Curriculum Evaluation

ISIB Curriculum Evaluation 2017


To ensure the students at ISIB have the best possible chance of success we use a number of evaluative measures to ensure student progress takes place throughout their time in the school, examples of which are outlined below.

Each staff member in the school are given a syllabus prescribed by Cambridge to follow which has clear outcomes and topics which needs to be covered throughout the duration of their course/subject.  This ensures that all staff are teaching at the relevant level for your child and their expected ability level.   Further detail of the syllabus breakdowns etc. can be found in the subject curriculum areas of this website.

ISIB take staff training and your child’s education very seriously.  We provide in-house training to staff every week for 2 hours on a Wednesday after school to update staff skills and to learn new methodologies of providing effective teaching.  Topics covered in such meetings are differentiated learning, assessment skills and the sharing/pooling of effective teaching ideas and methods.  This meeting also allows staff time to discuss any concerns with students whom they feel may be under/over achieving in their subject area so the relevant support can be put in place.

Staff are also often enrolled on courses throughout the academic year to ensure the most effective learning experience is available for your child.  For example all staff were required to complete a certificate called CLIL which looks at the use of language in teaching students where English is their second language, this was a mandatory course completed by all members of the ISIB team.  Many of the staff are also currently studying independently which is then fed back to the staff team to benefit the whole of the ISIB community and to ensure all curriculum goals are met.

Classroom observations take place regularly to ensure the level of teaching and classroom goals are being met throughout the academic year.  These are usually performed by the head teacher or the curriculum coordinator to ensure that correct curriculum is being followed and at the correct level for each of the children to understand.  Observers will always provide feedback to the staff member providing positive and critical feedback on what needs to be improved and outlining the strengths of the lesson also.  This provides continuous development throughout the year for all staff.

Tracking your child’s progress

Every teacher has a tracking grid for their subject (and in the primary section for their year group).  This is used to record assessment marks and grades as they happen throughout the academic year.  The teacher’s record a minimum of 2 assessment grades per term to evaluate the pupils learning however many teachers choose to assess many more times throughout the term also.  These grades are centrally recorded and analysed by the curriculum coordinator of the school.  Such a method of tracking ensures that students who are underperforming can be highlighted quicker and specifically to subject areas in which they are struggling.  It also highlights those whom are exceeding beyond their expected level.

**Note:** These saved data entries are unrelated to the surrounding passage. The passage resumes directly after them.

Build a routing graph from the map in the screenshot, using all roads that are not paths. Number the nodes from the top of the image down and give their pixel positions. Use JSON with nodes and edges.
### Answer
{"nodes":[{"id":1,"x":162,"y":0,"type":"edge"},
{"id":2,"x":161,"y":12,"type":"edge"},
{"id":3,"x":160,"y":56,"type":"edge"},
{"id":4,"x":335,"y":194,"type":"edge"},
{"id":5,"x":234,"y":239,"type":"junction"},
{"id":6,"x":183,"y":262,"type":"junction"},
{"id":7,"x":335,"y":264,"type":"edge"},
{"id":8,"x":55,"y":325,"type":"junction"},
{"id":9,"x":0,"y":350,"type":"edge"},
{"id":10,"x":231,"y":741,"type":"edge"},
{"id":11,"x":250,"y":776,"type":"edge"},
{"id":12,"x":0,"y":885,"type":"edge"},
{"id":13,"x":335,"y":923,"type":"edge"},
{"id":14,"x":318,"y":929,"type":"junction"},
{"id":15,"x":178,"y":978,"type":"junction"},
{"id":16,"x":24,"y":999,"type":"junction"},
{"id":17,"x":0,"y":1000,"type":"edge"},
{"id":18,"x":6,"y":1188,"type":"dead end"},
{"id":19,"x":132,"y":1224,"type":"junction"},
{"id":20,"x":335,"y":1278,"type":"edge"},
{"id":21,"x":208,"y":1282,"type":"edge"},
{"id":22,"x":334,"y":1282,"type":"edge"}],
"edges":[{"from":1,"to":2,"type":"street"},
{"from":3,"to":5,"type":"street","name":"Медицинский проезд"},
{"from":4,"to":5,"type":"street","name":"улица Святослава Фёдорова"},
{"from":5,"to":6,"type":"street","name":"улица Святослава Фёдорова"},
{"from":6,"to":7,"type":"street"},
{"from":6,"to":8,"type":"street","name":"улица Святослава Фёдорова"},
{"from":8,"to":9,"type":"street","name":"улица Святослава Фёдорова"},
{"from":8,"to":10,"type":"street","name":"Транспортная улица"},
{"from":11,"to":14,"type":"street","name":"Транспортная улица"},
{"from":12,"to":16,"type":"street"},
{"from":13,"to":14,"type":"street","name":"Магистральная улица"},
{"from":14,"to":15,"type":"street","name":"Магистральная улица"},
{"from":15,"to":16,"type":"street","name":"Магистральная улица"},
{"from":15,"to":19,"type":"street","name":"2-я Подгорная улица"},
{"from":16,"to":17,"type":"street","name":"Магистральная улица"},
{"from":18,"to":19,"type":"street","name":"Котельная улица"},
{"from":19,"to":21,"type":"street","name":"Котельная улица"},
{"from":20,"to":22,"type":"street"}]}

What happens with the tracking information?

Students whom are deemed to be underperforming/over performing their expected levels will be highlighted to subject teachers and a number of things will be put in place.

Firstly lessons will be heavily differentiated to ensure that the child can understand the level of the resources used.  This may mean the amendment of language to be made easier/harder.  Intervention programs can also be put in place – additional support time with the teacher outside of the lessons during study periods etc.  Additional support in or outside of class can also be provided by a teaching assistant whom will work with your child (one on one) or a small group of children working at the same level.  Those who are over achieving will be provided with extension work to stretch them further and to encourage them to learn more independently on topics outside of the syllabus constraints.

Support in school

We have a strong support network here at ISIB.  Any concerns from a teacher regarding academic progress or ability can be referred to the SEN support team by completing a cause for concern form.  This will start the process whereby we will evaluate your child to see if there is any additional support we can put in place should there be an issue with their learning abilities.  Parents are contacted before the evaluation takes place and is a lengthy process of observations, SEN assessments etc. to see if any further support is needed to help them succeed in school.

ISIB wants students to succeed and sometimes the Cambridge course may be too high ability for some of our SEN children.  The support team will work closely with the parent and child to see what their future plans are after ISIB and this can sometimes lead to a tailor made individual learning plan for them to follow to succeed in their personal goals rather than that of completing the IGCSES.

We have a dedicated EAL teacher to work specifically with children who have barriers to learning in English.  The majority of our students have English as a second language and therefore may need additional support where teaching is solely in English.  Additional EAL classes are placed on their timetable to help them grasp the language quicker and how to work more effectively in all other subjects.  This support is provided from Primary all the way through to Year 11 in the secondary school.

Communication – Parent / Teacher / Student

We have two parent/ teacher meetings a year regarding students’ progress in school.  These occur at the beginning and the end of the academic year.  Parents are also provided with a progress report card which provides individual comments regarding how they are doing in each subject area.  These are discussed in further detail at the meetings.  During such meetings targets are set and agreed between the parent, the student and the teacher and recorded and placed in their student record and then checked periodically throughout the year to be discussed again at the later parent/teacher meeting.  Any additional requests from parents are also noted.  Should teachers feel that the targets are not being met or should parents have any concerns during the school year, a request for an individual meeting can be arranged to discuss such issues further.  Staff members are encouraged to contact parents regularly regarding any concerns with students and vice versa.